Une semaine à peine après le lancement d’un réseau concurrent par Google, Facebook doit désormais à Anonymous une fière chandelle, le plus gros réseau social de la planète, avec plus d’un demi milliard de membres, vient de crowdsourcer (gratuitement) une tâche de police essentielle, celle de la sécurité des enfants face aux pédophiles sur son propre réseau. Mais il a aussi et surtout contribué de façon décisive au démantèlement d’un trafic international d’enfants d’une envergure considérable.

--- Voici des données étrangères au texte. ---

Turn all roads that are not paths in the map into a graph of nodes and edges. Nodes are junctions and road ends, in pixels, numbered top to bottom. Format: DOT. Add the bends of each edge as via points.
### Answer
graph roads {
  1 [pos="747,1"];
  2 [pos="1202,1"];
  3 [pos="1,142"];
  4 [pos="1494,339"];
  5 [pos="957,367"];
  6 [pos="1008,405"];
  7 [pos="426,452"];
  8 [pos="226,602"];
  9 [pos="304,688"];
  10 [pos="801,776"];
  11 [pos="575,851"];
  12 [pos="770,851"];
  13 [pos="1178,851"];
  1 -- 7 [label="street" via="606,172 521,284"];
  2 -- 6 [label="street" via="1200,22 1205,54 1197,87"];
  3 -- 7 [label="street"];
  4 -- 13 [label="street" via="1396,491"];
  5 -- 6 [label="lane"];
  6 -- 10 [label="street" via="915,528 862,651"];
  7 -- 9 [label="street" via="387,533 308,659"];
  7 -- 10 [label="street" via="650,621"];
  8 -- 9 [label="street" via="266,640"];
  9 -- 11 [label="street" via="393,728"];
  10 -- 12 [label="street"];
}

Anonymous mettra très probablement en place des dispositifs d’aide aux victimes, leur permettant de requérir l’attention d’Anonymous à l’instant où ils sont victimes de harcèlement en ligne. Il est permis de penser que nous somme à la veille de trouver une solution à la pédophilie sur internet, qui non seulement en fasse un lieu plus sécure pour les enfants, mais qui contribue de façon significative à lutter – dans le vrai monde – contre la maltraitance enfantine.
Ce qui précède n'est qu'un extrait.